» **ABOUT THIS TASK**: Collect the lines of the entries where "street" shows up.

======== INPUT

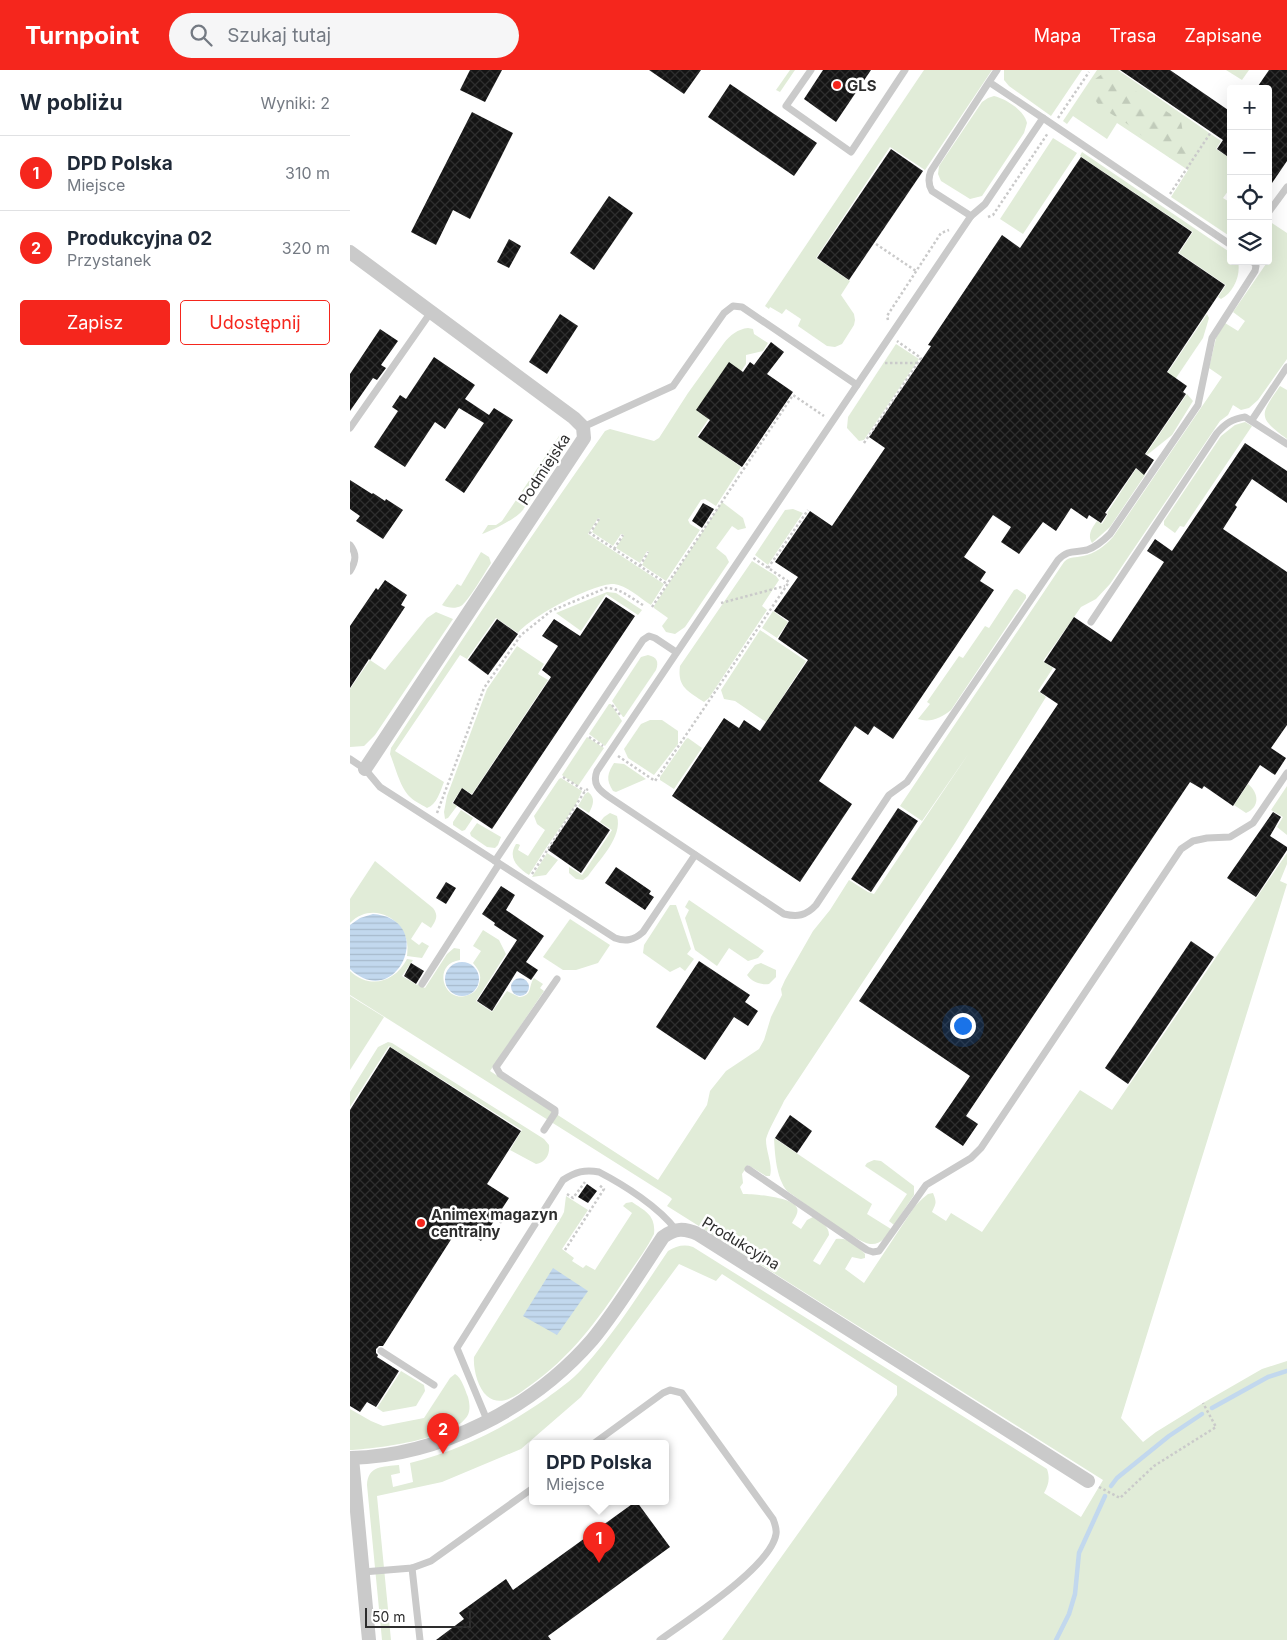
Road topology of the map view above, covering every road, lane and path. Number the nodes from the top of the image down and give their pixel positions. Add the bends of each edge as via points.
1 (811, 70) edge
2 (905, 70) edge
3 (998, 70) edge
4 (989, 82) junction
5 (1043, 118) junction
6 (1211, 132) dead end
7 (1287, 187) edge
8 (1165, 201) junction
9 (1272, 208) edge
10 (971, 216) junction
11 (1227, 242) edge
12 (876, 244) dead end
13 (350, 252) edge
14 (1255, 265) edge
15 (916, 271) dead end
16 (431, 312) junction
17 (896, 340) dead end
18 (881, 362) dead end
19 (918, 363) junction
20 (1287, 367) edge
21 (857, 385) junction
22 (1252, 420) junction
23 (832, 422) junction
24 (583, 427) junction
25 (350, 428) edge
26 (864, 443) dead end
27 (1287, 444) edge
28 (808, 510) dead end
29 (599, 519) dead end
30 (622, 535) dead end
31 (350, 545) edge
32 (614, 549) junction
33 (648, 552) dead end
34 (751, 557) dead end
35 (640, 566) junction
36 (768, 568) junction
37 (350, 571) edge
38 (667, 584) junction
39 (786, 586) junction
40 (720, 604) dead end
41 (642, 605) dead end
42 (652, 607) dead end
43 (1091, 622) dead end
44 (676, 652) junction
45 (604, 698) junction
46 (628, 724) junction
47 (582, 732) junction
48 (610, 751) junction
49 (350, 759) edge
50 (365, 769) junction
51 (554, 772) junction
52 (1287, 773) edge
53 (596, 784) junction
54 (584, 791) junction
55 (433, 820) junction
56 (695, 855) junction
57 (497, 862) junction
58 (527, 881) junction
59 (557, 978) dead end
60 (422, 984) dead end
61 (544, 1130) dead end
62 (748, 1169) dead end
63 (588, 1180) dead end
64 (596, 1184) dead end
65 (558, 1187) junction
66 (496, 1218) dead end
67 (502, 1223) dead end
68 (676, 1230) junction
69 (565, 1250) dead end
70 (381, 1351) dead end
71 (434, 1385) dead end
72 (1203, 1403) dead end
73 (487, 1420) junction
74 (598, 1440) edge
75 (351, 1458) edge
76 (1088, 1481) joint
77 (529, 1491) edge
78 (412, 1568) junction
79 (362, 1572) junction
80 (369, 1640) edge
81 (420, 1640) edge
82 (660, 1640) edge

1 - 2 lane via 786,106 852,152
3 - 4 lane
4 - 5 lane
4 - 10 lane via 929,176 932,191
5 - 8 lane
5 - 10 lane via 985,204
6 - 8 path
7 - 9 lane
8 - 11 lane
10 - 21 lane
12 - 15 path
13 - 16 street, Podmiejska
14 - 56 lane via 1255,271 1212,338 1198,405 1110,534 1088,550 1065,553 1058,560 907,782 889,795 810,912 795,916 784,914
16 - 24 street, Podmiejska
16 - 25 lane
17 - 19 path via 921,358
18 - 19 path
19 - 26 path
20 - 22 lane
21 - 23 lane
21 - 24 lane via 742,307 733,306 724,313 674,386
22 - 27 lane
22 - 43 lane via 1245,417 1231,420 1217,433
23 - 38 path via 793,395
23 - 44 lane
24 - 50 street, Podmiejska via 584,438 579,447
28 - 36 path
29 - 32 path via 590,533
30 - 32 path
31 - 37 lane via 356,559
32 - 35 path
33 - 35 path
34 - 36 path
35 - 38 path
36 - 39 path via 789,582
38 - 42 path
39 - 40 path
39 - 48 path via 655,781
41 - 55 path via 615,589 606,588 557,608 521,635 484,688
44 - 45 lane via 649,636 643,640
44 - 46 lane
45 - 46 path
45 - 47 lane
46 - 48 lane
47 - 48 path
47 - 51 lane
48 - 53 lane via 597,771
49 - 50 lane
50 - 55 lane via 380,787
51 - 54 path
51 - 57 lane
52 - 62 lane via 1252,823 1230,837 1193,841 1181,850 980,1148 971,1158 926,1185 879,1251 867,1250
53 - 54 path
53 - 56 lane via 609,797
54 - 58 path
55 - 57 lane
56 - 58 lane via 643,932 630,940 615,938
57 - 58 lane
57 - 60 lane
59 - 61 lane via 496,1067 500,1074 555,1110
63 - 65 path via 573,1198
64 - 69 path via 604,1189
65 - 68 lane via 563,1180 580,1171 599,1172 654,1207
65 - 73 lane via 457,1348
66 - 67 path
68 - 73 street via 663,1237 593,1338 572,1360 536,1391
68 - 76 street, Produkcyjna via 698,1234
70 - 71 lane
72 - 76 path via 1216,1427 1154,1466 1120,1498
73 - 75 street via 426,1445
74 - 82 lane via 663,1393 670,1390 682,1393 776,1526 769,1550 754,1569
75 - 79 street
77 - 78 lane via 438,1557
78 - 79 lane
78 - 81 lane
79 - 80 street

================

» **TASK ANSWER**:
13 - 16 street, Podmiejska
16 - 24 street, Podmiejska
24 - 50 street, Podmiejska via 584,438 579,447
68 - 73 street via 663,1237 593,1338 572,1360 536,1391
68 - 76 street, Produkcyjna via 698,1234
73 - 75 street via 426,1445
75 - 79 street
79 - 80 street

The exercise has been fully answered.